For the copy, please give all of the data again exactly and leave the pictures out.

============================================================

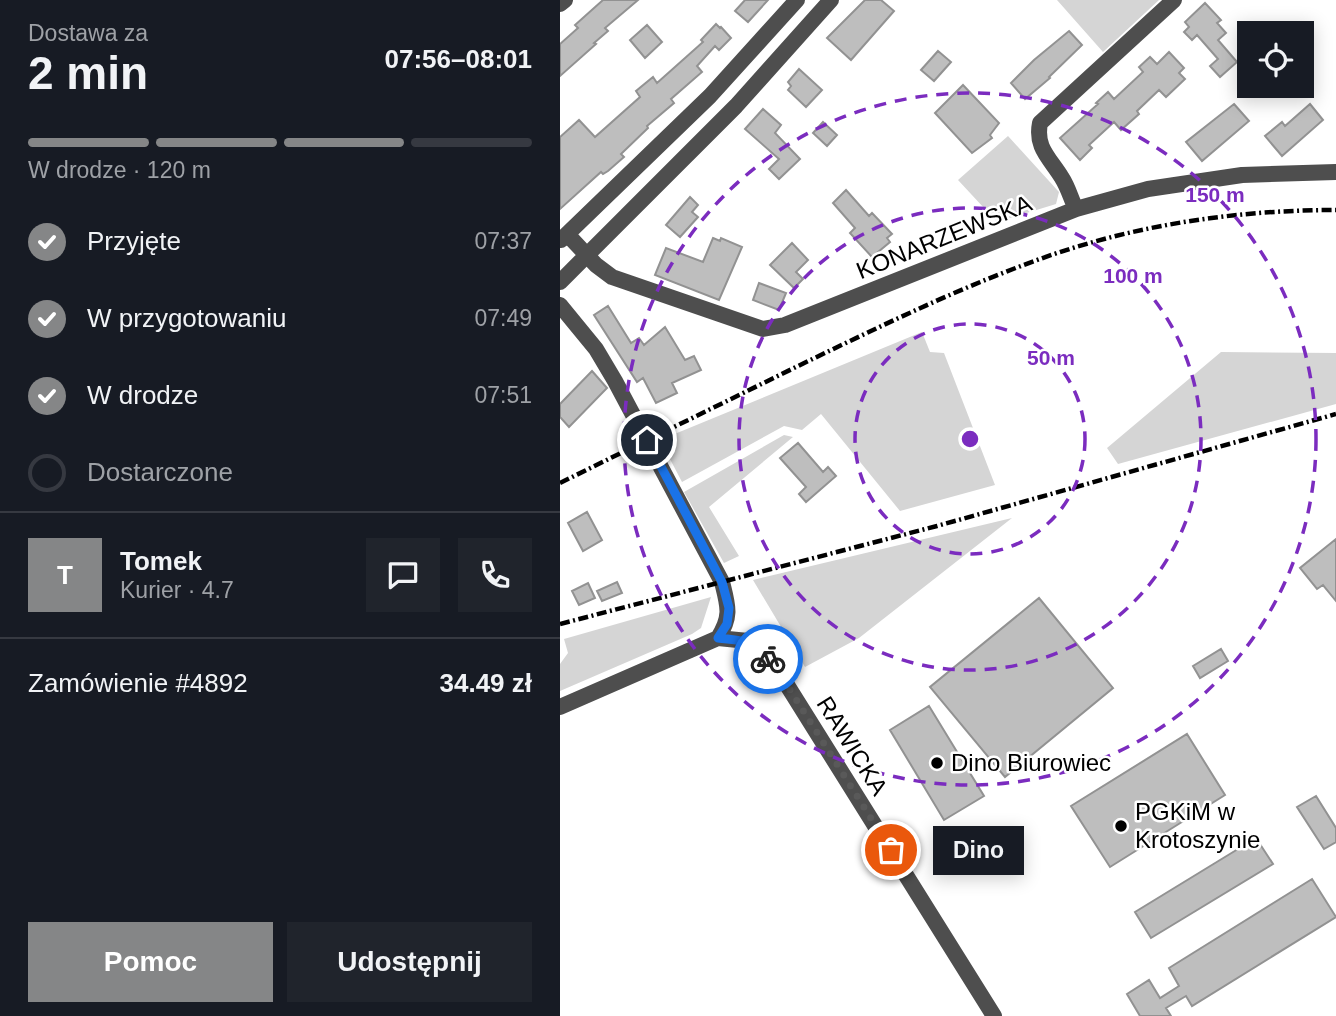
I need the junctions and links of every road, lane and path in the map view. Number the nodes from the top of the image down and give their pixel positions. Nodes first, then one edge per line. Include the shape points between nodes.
1 (565, 0) edge
2 (797, 0) edge
3 (831, 0) edge
4 (1174, 0) edge
5 (560, 4) edge
6 (717, 89) junction
7 (736, 106) junction
8 (1336, 172) edge
9 (1076, 209) junction
10 (564, 238) edge
11 (586, 255) junction
12 (560, 282) edge
13 (560, 305) edge
14 (718, 638) junction
15 (560, 708) edge
16 (994, 1016) edge

1 - 5 street
2 - 6 street
3 - 7 street
4 - 9 street via 1040,123 1037,136 1042,151 1063,179
6 - 7 street
6 - 10 street
7 - 11 street
8 - 9 street, KONARZEWSKA via 1242,176 1149,189
9 - 11 street, KONARZEWSKA via 785,325 763,329 614,278
10 - 11 street, KONARZEWSKA
11 - 12 street
13 - 14 street via 615,381 722,582 729,608 727,624
14 - 15 street
14 - 16 street, RAWICKA via 748,641 761,650 787,685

============================================================

Written answer >>
I need the junctions and links of every road, lane and path in the map view. Number the nodes from the top of the image down and give their pixel positions. Nodes first, then one edge per line. Include the shape points between nodes.
1 (565, 0) edge
2 (797, 0) edge
3 (831, 0) edge
4 (1174, 0) edge
5 (560, 4) edge
6 (717, 89) junction
7 (736, 106) junction
8 (1336, 172) edge
9 (1076, 209) junction
10 (564, 238) edge
11 (586, 255) junction
12 (560, 282) edge
13 (560, 305) edge
14 (718, 638) junction
15 (560, 708) edge
16 (994, 1016) edge

1 - 5 street
2 - 6 street
3 - 7 street
4 - 9 street via 1040,123 1037,136 1042,151 1063,179
6 - 7 street
6 - 10 street
7 - 11 street
8 - 9 street, KONARZEWSKA via 1242,176 1149,189
9 - 11 street, KONARZEWSKA via 785,325 763,329 614,278
10 - 11 street, KONARZEWSKA
11 - 12 street
13 - 14 street via 615,381 722,582 729,608 727,624
14 - 15 street
14 - 16 street, RAWICKA via 748,641 761,650 787,685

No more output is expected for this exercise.